What to produce – Work out how many lines of the listing below include the string "Right", and give that number alone.

Source data –
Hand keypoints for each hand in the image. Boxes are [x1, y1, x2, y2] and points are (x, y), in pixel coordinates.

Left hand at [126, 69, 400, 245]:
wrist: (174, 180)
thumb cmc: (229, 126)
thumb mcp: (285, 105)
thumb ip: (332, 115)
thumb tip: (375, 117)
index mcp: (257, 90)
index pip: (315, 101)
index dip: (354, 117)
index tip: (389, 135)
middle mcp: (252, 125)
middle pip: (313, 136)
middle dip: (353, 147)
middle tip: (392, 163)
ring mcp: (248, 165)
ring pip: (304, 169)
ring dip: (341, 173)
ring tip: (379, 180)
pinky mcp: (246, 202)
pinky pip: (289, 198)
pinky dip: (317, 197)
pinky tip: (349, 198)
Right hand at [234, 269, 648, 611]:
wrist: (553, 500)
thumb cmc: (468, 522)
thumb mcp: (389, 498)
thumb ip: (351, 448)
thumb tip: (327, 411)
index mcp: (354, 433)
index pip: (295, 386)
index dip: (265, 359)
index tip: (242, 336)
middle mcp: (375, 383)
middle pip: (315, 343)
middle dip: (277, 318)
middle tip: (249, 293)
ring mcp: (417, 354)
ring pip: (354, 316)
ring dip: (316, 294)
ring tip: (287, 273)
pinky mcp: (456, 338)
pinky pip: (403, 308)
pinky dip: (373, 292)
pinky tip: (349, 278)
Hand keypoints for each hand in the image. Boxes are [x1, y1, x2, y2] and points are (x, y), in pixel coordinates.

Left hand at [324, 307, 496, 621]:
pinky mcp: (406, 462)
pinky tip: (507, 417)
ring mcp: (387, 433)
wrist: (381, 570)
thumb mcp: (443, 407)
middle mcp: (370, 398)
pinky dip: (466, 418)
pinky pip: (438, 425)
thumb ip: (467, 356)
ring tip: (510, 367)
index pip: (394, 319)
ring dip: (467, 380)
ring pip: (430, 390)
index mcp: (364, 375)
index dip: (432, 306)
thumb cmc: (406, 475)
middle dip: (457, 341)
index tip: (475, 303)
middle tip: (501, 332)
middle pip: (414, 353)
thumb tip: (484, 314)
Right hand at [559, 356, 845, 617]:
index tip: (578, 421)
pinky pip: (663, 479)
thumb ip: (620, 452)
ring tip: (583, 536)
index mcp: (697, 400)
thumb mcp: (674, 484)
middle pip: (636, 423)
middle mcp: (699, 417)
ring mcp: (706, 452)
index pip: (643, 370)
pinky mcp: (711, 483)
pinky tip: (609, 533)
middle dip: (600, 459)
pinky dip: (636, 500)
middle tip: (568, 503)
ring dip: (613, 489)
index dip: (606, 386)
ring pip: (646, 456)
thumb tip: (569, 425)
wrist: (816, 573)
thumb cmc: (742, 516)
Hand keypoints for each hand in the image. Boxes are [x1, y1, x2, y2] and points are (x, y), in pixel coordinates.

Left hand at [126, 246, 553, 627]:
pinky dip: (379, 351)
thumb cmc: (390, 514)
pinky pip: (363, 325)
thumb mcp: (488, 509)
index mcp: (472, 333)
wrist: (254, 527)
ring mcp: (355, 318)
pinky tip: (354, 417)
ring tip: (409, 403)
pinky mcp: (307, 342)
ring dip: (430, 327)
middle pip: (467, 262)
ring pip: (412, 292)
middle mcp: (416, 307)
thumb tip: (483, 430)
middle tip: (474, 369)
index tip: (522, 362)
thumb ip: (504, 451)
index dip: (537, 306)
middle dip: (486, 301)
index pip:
...
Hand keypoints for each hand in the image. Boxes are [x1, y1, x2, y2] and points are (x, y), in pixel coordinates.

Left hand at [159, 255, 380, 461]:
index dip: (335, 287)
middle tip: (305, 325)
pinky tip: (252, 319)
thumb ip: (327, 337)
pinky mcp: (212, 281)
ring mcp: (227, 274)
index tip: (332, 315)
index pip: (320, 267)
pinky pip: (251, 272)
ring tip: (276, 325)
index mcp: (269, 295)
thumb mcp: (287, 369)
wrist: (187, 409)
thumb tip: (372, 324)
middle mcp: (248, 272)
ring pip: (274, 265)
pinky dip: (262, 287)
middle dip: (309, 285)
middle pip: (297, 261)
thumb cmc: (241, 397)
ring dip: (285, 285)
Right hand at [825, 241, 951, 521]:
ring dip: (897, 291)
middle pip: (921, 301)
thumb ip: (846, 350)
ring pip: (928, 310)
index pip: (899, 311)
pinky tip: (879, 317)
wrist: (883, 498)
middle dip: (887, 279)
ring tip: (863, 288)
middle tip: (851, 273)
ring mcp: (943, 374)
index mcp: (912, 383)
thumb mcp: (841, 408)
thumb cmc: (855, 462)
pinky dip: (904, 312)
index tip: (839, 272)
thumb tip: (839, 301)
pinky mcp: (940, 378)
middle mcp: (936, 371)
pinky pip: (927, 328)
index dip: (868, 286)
==
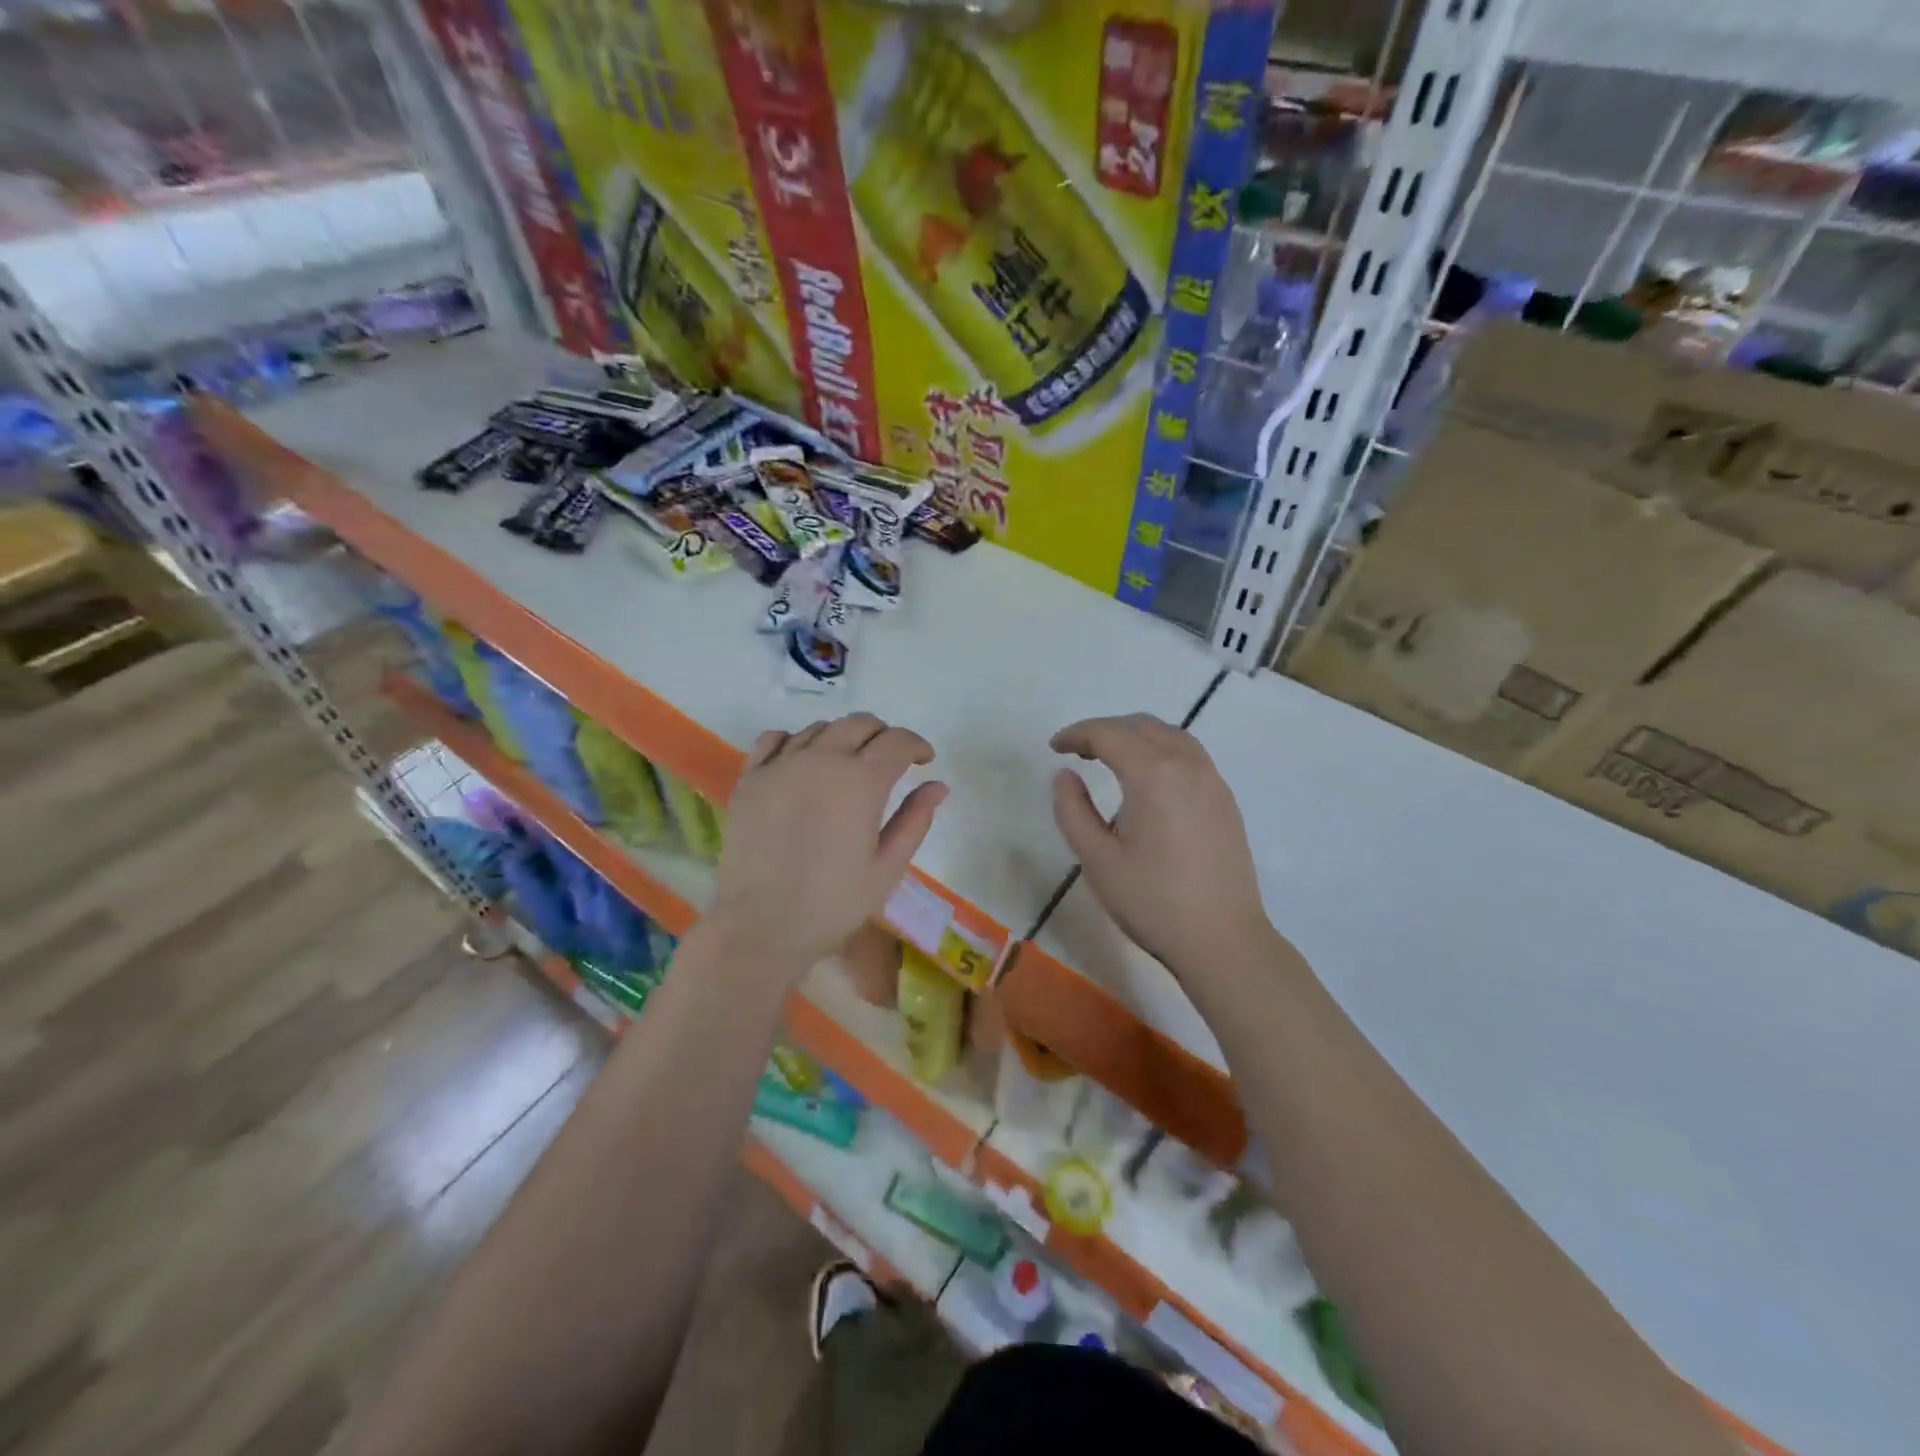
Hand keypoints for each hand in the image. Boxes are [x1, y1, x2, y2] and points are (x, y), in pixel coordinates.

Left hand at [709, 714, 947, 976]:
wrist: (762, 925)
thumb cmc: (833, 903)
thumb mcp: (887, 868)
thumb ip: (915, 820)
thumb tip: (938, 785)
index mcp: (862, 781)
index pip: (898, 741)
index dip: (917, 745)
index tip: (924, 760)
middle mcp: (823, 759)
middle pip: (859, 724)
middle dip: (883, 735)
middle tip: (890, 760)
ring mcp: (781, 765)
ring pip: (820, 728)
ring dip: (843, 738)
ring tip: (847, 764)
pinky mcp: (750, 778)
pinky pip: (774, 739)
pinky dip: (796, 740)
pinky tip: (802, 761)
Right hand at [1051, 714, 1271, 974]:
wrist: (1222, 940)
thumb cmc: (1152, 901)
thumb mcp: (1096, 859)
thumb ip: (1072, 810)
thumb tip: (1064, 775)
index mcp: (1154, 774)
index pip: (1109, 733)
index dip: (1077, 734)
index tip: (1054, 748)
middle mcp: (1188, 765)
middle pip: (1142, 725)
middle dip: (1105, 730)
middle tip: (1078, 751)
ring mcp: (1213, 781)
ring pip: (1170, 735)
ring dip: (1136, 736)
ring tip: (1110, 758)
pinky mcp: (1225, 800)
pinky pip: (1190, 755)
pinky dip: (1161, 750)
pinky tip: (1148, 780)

Exercise output – 4